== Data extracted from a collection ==
━━━━
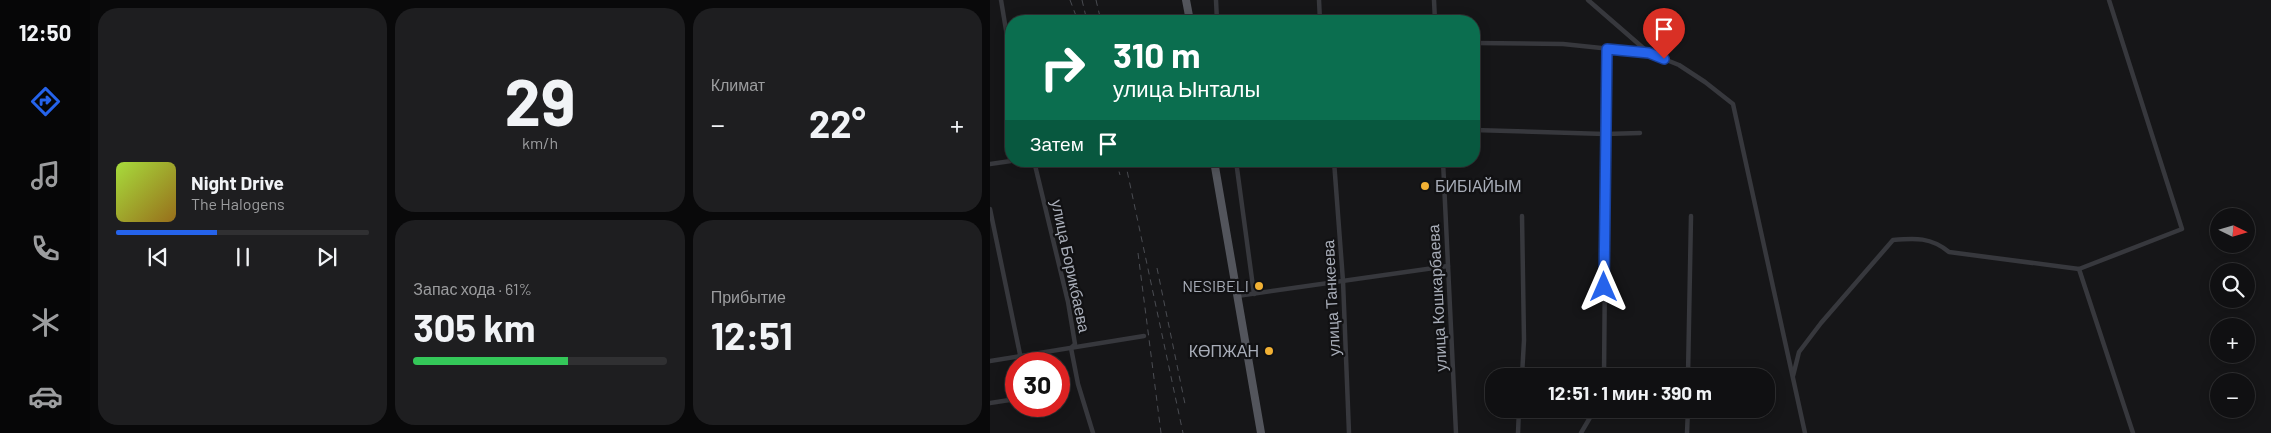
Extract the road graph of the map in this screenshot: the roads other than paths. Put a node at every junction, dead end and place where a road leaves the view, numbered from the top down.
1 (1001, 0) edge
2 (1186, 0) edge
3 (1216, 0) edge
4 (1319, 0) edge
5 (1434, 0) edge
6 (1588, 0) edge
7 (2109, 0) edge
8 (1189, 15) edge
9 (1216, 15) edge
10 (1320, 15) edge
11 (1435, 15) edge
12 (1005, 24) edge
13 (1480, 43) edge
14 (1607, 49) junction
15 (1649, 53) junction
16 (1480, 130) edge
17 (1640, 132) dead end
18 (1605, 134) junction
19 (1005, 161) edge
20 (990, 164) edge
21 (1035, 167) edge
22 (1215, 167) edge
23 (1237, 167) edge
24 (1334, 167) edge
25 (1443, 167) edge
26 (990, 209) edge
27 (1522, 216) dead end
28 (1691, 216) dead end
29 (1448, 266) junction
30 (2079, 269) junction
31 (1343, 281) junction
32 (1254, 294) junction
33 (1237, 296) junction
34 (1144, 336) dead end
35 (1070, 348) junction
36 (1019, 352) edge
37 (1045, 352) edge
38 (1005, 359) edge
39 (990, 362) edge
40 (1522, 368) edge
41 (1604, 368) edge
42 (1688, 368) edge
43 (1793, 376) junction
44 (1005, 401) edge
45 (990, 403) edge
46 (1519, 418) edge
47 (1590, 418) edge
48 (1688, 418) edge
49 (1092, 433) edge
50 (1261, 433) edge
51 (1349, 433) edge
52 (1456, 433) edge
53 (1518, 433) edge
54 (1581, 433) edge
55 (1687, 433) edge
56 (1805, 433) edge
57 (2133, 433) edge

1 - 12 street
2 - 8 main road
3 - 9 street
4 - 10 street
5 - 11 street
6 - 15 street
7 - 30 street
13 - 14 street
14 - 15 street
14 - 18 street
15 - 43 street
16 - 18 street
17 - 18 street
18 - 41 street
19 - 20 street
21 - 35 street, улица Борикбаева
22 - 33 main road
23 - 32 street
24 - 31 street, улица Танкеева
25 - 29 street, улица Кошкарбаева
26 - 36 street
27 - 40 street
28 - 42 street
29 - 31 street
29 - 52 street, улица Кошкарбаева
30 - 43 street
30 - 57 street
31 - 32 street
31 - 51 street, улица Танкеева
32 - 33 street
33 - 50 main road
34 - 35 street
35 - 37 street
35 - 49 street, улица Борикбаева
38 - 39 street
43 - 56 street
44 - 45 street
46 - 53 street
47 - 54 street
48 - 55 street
━━━━
== WHAT THE TASK REQUIRES ==
Give the total number of lines in the entries that contain the word "Борикбаева", with no other words.

== FINAL ANSWER ==
2